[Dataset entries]

-------------------------

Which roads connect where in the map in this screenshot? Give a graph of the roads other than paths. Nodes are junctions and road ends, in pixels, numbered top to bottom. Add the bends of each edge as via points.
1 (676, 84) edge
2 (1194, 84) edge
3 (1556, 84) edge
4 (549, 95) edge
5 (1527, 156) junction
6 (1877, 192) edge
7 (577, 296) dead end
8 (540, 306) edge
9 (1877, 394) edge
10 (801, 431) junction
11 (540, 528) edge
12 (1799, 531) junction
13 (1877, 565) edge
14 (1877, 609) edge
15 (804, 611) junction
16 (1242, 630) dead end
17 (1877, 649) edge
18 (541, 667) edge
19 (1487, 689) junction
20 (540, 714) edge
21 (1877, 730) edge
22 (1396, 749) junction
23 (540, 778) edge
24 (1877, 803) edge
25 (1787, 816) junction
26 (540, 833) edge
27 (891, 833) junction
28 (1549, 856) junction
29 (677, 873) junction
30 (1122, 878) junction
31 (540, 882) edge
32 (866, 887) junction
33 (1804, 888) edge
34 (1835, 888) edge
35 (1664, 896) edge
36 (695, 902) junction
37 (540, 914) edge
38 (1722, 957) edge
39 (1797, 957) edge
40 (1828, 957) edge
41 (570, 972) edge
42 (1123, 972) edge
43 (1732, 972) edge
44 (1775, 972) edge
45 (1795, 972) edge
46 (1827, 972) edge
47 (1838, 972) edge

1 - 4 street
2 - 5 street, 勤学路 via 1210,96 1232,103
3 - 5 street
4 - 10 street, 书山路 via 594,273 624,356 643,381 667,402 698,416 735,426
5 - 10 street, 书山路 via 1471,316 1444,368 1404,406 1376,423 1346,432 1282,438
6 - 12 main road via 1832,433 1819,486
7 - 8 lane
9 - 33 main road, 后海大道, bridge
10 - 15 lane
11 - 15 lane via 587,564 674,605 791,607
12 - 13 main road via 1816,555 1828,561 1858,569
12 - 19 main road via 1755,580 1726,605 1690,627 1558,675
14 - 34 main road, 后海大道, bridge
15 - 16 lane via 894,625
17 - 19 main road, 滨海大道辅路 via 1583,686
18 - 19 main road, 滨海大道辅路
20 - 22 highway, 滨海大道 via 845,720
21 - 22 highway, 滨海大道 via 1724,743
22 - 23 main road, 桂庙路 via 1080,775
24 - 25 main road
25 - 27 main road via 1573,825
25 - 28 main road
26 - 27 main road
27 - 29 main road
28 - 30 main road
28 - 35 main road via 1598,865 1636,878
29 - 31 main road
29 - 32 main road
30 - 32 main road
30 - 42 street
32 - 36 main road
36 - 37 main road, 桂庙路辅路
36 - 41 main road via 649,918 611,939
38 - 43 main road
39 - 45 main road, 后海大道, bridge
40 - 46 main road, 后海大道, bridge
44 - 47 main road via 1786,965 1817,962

-------------------------

[Exercise goal]
Some lines above may contain the string "后海大道". State how many of them the records have, and nothing more.

[Reply to the task]
4